Thanks for all the details, Jawed.
I still have my reservations, though. Why, for example would AMD redesign their SIMD-Cores, when they could have had their 20:1 ratio and saved die space plus R&D costs?
4 clusters, 320 ALU lanes, 16 TUs? I reckon that would save about 5% of the die space - based on about 17.5% of each SIMD being control (complete guess).
The problem, I guess, is that RV7xx has half RV6xx's performance, per TU, for fp16 filtering. But I still have no idea what proportion of typical rendering time in current games is fp16-filtering
Especially since RV730 has so little bandwidth compared to HD4800 and only 16 Interpolators.
HD4850 is definitely short on bandwidth, while HD4870 has too much.
16 interpolators is still a 2:1 interpolator:fragment ratio:
http://forum.beyond3d.com/showpost.php?p=1193433&postcount=184
like RV770.
I still think that this move somehow was a kind of field test for some things to come - smaller branches, more Data fed into shaders... maybe interesting stuff for D3D11 and since TMU aren't that costly - as you've also hinted at...
I'm torn over the smaller branches thing - I presume you mean lower branching-divergence penalty. Lower is clearly useful, but using the control overhead I mentioned earlier, a 2:1 (what you would call 10:1) ratio makes the ALUs (ALUs+control, excluding TUs) about 22% larger (resulting in that 5% penalty for the die as a whole).

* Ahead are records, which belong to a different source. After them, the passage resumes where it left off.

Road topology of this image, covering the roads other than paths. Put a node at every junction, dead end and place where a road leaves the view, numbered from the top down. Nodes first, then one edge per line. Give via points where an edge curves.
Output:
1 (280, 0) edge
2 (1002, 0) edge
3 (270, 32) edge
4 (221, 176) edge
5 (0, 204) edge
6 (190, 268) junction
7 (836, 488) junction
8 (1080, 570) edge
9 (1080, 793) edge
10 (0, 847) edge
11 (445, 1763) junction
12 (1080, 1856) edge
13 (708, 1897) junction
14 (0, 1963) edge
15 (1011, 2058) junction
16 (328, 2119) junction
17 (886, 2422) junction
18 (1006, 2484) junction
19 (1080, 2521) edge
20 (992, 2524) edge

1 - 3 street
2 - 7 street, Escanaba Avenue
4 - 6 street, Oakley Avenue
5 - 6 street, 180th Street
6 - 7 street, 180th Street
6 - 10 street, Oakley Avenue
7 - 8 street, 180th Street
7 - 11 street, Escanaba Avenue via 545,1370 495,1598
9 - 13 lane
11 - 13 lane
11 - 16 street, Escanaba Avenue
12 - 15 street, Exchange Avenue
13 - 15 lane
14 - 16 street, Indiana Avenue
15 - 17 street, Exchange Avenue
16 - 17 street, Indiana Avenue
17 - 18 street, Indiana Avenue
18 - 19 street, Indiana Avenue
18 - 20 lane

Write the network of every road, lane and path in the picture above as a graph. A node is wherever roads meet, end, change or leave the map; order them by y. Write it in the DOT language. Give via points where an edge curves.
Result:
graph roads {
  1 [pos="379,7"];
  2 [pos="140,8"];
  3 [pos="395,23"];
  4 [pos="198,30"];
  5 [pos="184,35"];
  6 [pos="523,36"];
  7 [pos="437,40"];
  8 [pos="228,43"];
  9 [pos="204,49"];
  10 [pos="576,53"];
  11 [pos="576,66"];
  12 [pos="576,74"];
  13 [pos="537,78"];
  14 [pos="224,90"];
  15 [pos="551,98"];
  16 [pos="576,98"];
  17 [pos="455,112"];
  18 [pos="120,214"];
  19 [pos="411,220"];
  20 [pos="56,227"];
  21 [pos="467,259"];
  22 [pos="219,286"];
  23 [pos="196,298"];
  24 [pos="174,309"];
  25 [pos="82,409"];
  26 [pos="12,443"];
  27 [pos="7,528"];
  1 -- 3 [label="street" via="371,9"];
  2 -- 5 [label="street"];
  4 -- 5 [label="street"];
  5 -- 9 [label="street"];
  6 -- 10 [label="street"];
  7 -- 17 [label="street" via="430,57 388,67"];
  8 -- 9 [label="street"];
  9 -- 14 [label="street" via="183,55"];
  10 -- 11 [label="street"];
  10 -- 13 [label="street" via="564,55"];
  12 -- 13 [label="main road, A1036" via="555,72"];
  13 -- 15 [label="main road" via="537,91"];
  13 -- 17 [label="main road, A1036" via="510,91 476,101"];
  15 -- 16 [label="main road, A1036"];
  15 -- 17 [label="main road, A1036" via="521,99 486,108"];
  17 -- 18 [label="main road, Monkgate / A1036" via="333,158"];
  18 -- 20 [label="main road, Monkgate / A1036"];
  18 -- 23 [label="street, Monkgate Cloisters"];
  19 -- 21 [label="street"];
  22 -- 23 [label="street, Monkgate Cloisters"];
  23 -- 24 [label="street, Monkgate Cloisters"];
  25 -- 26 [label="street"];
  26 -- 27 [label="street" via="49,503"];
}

With nested branching there's an explosion in the divergence penalty. Sadly GPUSA is still broken for calculating the throughput of complex shaders with nested branching (well with the shaders I've tried, anyway, e.g. Steep Parallax Mapping), so I haven't had a chance to play to see what kind of effects nesting has on performance compared with ALU:TEX. Also, is nesting really relevant at this time (as a proportion of frame rendering time)?
Without nesting it's then a matter of sheer throughput of a 4:1 configuration compared with a 2:1 configuration. If the former has ~20% higher throughput for the same SIMD area, and shaders with DB are still relatively rare...
A 2:1 version of RV770, with ~ 1TFLOP, would have had 16 clusters, which would make 64 TUs
It wouldn't have been hugely bigger, though, around 270mm2, I guess.
--
The two smallest ones I've measured by hand were about 104mm²: RV380 and RV515. IIRC the latter was the last low-end-GPU from AMD (then ATi) with a 128 Bit mem interface. On the nv-side of things it was G96-300 (55nm AFAIK) measuring in about 118mm².
So RV730 is about 40mm2 "over-sized" for its bandwidth - though that doesn't account for power. So in comparison to that, the ~5% increase in die area for using 2:1 clusters, instead of 4:1 clusters like RV770, seems relatively tame.
Jawed